Given the records below, would you repeat exactly the lines that begin at the one containing "thumb mcp: (342, 271)" and end at the one containing "index mcp: (335, 329)", inclusive?

BEGIN The data

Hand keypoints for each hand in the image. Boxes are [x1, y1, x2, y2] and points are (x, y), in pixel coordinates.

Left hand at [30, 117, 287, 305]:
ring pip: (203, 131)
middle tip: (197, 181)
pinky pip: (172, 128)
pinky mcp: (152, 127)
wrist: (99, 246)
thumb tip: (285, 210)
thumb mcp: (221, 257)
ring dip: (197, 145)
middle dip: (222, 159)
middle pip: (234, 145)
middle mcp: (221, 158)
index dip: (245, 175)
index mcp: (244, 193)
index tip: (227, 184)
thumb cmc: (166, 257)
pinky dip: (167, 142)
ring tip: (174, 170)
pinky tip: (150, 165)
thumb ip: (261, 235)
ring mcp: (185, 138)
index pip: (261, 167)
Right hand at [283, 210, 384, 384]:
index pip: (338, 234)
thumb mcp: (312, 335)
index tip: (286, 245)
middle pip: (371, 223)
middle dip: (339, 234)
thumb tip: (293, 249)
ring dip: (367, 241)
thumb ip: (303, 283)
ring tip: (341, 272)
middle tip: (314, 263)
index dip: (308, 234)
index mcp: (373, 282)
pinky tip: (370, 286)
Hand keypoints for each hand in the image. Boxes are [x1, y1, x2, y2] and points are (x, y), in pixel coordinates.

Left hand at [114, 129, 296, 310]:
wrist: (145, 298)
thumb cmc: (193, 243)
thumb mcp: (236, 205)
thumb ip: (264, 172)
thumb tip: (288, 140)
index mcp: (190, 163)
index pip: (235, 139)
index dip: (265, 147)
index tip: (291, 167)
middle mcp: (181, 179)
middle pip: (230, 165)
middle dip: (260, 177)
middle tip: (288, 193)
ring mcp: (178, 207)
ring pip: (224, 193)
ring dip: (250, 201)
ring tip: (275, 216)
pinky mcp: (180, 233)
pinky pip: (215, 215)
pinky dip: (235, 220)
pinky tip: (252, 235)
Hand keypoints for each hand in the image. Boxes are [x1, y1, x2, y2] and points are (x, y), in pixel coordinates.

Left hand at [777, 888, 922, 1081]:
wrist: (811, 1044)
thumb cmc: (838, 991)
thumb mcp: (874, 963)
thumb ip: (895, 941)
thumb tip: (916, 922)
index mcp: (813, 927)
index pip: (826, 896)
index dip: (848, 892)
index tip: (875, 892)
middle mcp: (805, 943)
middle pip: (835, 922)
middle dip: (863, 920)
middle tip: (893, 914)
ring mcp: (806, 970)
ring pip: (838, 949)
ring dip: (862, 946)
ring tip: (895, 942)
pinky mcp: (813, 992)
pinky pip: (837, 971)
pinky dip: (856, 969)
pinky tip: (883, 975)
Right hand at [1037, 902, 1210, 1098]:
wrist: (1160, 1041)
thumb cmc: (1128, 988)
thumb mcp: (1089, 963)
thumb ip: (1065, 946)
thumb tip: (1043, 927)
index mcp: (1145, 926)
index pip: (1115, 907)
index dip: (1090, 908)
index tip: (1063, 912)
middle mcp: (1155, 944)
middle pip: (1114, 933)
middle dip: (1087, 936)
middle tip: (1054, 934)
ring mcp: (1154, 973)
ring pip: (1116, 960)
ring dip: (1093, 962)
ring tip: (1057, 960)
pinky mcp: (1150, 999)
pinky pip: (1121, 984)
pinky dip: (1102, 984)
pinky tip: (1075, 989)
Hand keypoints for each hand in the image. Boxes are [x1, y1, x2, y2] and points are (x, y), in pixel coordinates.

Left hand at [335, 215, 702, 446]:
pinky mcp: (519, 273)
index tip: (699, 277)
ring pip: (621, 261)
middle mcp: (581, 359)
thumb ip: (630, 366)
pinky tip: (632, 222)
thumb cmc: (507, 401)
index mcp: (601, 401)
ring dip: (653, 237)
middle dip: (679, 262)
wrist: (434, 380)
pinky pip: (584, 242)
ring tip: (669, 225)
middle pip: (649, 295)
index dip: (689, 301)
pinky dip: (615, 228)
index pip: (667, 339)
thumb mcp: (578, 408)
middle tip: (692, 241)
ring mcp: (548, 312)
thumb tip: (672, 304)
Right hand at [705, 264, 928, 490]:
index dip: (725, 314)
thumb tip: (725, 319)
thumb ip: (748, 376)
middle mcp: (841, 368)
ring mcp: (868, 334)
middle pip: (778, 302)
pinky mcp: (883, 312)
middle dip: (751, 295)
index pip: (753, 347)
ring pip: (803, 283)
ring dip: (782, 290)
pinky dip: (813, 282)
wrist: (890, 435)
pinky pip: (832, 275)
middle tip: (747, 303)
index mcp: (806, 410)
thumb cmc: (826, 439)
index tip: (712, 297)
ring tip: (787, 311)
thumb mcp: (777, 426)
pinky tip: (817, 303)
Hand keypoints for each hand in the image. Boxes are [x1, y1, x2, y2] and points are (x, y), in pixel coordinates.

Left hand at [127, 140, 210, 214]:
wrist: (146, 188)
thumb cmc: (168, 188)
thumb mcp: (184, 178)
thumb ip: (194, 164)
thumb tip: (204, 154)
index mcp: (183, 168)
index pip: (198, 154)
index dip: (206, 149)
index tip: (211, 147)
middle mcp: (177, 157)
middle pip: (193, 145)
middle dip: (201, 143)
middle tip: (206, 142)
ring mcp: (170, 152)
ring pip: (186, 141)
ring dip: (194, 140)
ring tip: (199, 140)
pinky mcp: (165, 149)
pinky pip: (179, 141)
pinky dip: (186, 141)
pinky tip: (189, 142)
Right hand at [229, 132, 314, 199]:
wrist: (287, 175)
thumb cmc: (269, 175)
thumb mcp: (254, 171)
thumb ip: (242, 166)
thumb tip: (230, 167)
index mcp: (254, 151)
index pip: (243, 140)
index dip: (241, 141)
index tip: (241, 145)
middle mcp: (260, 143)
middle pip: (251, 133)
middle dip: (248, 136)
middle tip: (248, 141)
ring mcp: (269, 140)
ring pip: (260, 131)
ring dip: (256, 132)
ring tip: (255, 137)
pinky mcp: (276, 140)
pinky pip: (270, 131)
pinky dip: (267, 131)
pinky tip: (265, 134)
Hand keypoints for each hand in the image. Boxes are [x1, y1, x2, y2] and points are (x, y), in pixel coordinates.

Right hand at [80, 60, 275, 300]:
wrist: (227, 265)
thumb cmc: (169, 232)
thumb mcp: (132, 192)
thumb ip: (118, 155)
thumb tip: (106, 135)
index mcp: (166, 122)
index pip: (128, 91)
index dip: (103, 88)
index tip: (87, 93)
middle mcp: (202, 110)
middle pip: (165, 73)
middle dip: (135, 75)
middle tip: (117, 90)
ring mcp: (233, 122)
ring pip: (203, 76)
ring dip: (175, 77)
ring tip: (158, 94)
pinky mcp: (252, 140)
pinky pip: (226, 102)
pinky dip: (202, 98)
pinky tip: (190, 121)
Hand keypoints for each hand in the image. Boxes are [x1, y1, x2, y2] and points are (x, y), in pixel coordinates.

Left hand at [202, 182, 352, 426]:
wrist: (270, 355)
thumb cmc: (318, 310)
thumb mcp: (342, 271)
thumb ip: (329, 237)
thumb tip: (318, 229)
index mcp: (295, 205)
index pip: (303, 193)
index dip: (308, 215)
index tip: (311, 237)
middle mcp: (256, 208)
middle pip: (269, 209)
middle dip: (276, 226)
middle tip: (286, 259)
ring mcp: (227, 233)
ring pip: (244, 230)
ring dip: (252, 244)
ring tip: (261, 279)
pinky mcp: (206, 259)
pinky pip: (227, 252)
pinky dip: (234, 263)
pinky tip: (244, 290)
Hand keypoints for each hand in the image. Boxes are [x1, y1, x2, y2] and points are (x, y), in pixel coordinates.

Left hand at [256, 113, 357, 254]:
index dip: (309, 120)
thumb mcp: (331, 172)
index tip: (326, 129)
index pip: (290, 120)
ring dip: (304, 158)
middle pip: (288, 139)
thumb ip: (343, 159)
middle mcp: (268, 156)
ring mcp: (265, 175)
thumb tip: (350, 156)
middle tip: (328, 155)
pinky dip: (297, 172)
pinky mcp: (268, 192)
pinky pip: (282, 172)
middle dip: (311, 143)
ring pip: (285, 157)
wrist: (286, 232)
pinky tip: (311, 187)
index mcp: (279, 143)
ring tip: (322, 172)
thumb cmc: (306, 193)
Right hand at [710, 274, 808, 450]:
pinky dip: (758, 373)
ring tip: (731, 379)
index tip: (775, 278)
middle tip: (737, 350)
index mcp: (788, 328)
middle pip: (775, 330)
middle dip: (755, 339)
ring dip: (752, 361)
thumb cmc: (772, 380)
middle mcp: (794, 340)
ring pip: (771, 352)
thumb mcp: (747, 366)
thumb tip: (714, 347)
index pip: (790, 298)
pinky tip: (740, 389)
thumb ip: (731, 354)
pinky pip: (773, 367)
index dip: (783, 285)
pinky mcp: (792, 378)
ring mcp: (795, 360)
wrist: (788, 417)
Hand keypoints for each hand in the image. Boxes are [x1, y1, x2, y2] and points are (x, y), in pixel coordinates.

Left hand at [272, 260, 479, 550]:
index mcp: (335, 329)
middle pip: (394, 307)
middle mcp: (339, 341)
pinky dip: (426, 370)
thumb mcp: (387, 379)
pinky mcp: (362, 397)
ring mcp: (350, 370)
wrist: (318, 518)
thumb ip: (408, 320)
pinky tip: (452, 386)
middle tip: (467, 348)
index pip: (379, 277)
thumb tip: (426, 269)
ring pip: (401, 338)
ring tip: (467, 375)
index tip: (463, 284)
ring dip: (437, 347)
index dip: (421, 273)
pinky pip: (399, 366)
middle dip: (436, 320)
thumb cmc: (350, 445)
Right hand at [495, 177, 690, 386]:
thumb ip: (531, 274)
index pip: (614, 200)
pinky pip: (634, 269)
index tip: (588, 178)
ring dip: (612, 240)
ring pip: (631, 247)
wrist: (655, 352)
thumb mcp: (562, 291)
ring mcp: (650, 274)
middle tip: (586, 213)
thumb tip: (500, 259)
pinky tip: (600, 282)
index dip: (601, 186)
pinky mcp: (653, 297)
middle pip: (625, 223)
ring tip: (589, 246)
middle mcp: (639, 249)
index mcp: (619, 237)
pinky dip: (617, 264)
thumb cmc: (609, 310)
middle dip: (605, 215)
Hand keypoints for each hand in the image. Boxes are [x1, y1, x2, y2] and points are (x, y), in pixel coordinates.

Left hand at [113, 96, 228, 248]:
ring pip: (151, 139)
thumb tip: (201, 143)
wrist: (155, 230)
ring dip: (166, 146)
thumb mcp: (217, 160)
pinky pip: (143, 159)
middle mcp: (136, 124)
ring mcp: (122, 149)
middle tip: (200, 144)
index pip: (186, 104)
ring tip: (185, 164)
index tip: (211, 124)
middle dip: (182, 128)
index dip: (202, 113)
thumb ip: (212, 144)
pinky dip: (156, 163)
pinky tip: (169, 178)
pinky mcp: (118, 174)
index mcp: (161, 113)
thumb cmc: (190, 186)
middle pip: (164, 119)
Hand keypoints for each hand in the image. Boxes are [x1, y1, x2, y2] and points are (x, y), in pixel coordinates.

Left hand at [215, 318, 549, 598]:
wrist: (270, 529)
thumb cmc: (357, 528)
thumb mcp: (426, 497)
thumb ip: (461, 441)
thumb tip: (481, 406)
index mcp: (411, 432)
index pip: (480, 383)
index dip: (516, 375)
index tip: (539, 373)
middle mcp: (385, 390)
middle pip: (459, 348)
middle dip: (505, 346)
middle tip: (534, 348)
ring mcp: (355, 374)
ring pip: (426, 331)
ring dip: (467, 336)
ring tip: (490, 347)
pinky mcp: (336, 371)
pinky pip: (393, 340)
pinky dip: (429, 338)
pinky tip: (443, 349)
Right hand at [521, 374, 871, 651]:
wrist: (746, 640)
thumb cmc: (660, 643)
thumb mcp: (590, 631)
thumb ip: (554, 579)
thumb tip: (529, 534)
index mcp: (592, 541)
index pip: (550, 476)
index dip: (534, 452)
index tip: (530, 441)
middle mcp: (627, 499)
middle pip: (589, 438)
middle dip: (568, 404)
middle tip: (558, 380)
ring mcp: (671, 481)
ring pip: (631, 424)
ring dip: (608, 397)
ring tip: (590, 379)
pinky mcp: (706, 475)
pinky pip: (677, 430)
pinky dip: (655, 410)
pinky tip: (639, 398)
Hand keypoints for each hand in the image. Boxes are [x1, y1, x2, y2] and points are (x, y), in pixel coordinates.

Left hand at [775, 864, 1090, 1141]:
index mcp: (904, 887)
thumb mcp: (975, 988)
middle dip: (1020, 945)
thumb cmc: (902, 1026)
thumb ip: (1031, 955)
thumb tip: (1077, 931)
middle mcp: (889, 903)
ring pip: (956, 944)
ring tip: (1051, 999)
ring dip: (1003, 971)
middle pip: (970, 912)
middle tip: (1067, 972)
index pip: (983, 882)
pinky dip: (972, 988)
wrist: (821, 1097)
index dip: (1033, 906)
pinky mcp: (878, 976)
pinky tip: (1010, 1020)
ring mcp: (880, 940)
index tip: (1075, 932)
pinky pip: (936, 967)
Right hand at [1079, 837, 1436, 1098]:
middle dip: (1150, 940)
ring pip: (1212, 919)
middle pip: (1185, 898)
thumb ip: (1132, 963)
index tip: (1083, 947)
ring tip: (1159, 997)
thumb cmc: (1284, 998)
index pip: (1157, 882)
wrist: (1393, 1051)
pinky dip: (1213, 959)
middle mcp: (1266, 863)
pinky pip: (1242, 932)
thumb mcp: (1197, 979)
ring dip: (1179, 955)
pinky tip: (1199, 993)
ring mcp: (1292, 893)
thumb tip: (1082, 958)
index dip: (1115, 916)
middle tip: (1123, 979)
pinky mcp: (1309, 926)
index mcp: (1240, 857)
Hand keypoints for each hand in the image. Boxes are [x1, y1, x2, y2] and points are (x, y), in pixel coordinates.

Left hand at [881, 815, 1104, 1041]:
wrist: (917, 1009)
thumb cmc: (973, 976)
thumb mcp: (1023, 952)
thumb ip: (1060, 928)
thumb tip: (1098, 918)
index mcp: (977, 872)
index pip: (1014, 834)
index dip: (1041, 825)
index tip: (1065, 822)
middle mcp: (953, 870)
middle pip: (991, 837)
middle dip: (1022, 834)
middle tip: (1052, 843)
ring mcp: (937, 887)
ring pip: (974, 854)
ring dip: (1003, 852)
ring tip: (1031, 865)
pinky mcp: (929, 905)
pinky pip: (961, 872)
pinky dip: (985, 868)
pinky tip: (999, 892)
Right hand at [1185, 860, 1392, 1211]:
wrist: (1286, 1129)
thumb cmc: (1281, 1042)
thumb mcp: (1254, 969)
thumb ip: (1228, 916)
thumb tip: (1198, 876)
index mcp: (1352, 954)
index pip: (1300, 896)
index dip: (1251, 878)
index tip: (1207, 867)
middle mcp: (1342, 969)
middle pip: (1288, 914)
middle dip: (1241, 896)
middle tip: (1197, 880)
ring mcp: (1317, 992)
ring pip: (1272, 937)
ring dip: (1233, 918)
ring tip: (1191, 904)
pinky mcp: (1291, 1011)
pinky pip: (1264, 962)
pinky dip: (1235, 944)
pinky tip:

END The data

◆ **Solution for this problem**:
thumb mcp: (342, 271)
thumb ip: (329, 237)
thumb tip: (318, 229)
index mcp: (295, 205)
index pip: (303, 193)
index dip: (308, 215)
index tip: (311, 237)
middle mcp: (256, 208)
middle pip: (269, 209)
middle dip: (276, 226)
middle tip: (286, 259)
ring mcp: (227, 233)
ring pip: (244, 230)
ring dip: (252, 244)
ring tip: (261, 279)
pinky mcp: (206, 259)
pinky pip: (227, 252)
pinky dip: (234, 263)
pinky tip: (244, 290)
Hand keypoints for each hand in the image. Boxes are [x1, y1, x2, y2] and points are (x, y), in pixel coordinates.

Left hand at [256, 113, 357, 254]:
index dip: (309, 120)
thumb mcp: (331, 172)
index tip: (326, 129)
index pip: (290, 120)
ring dip: (304, 158)
middle pip: (288, 139)
thumb ip: (343, 159)
middle mcp: (268, 156)
ring mcp: (265, 175)
thumb tip: (350, 156)
middle tip: (328, 155)
pinky dip: (297, 172)
pinky mcp: (268, 192)
pinky pip: (282, 172)
middle dip: (311, 143)
ring pip: (285, 157)
wrist: (286, 232)
pinky tip: (311, 187)
index mcp: (279, 143)
ring tip: (322, 172)
thumb cmc: (306, 193)
Right hand at [710, 274, 808, 450]:
pinky dip: (758, 373)
ring tip: (731, 379)
index tip: (775, 278)
middle tip: (737, 350)
index mcp: (788, 328)
middle pip: (775, 330)
middle dip: (755, 339)
ring dip: (752, 361)
thumb cmc: (772, 380)
middle mcp: (794, 340)
ring pip: (771, 352)
thumb mcp: (747, 366)
thumb tip: (714, 347)
index pip: (790, 298)
pinky tip: (740, 389)
thumb ip: (731, 354)
pinky pip: (773, 367)
index dip: (783, 285)
pinky mcp: (792, 378)
ring mcp: (795, 360)
wrist: (788, 417)
Hand keypoints for each hand in the image. Boxes are [x1, y1, x2, y2] and points are (x, y), in pixel coordinates.

Left hand at [272, 260, 479, 550]:
index mcp: (335, 329)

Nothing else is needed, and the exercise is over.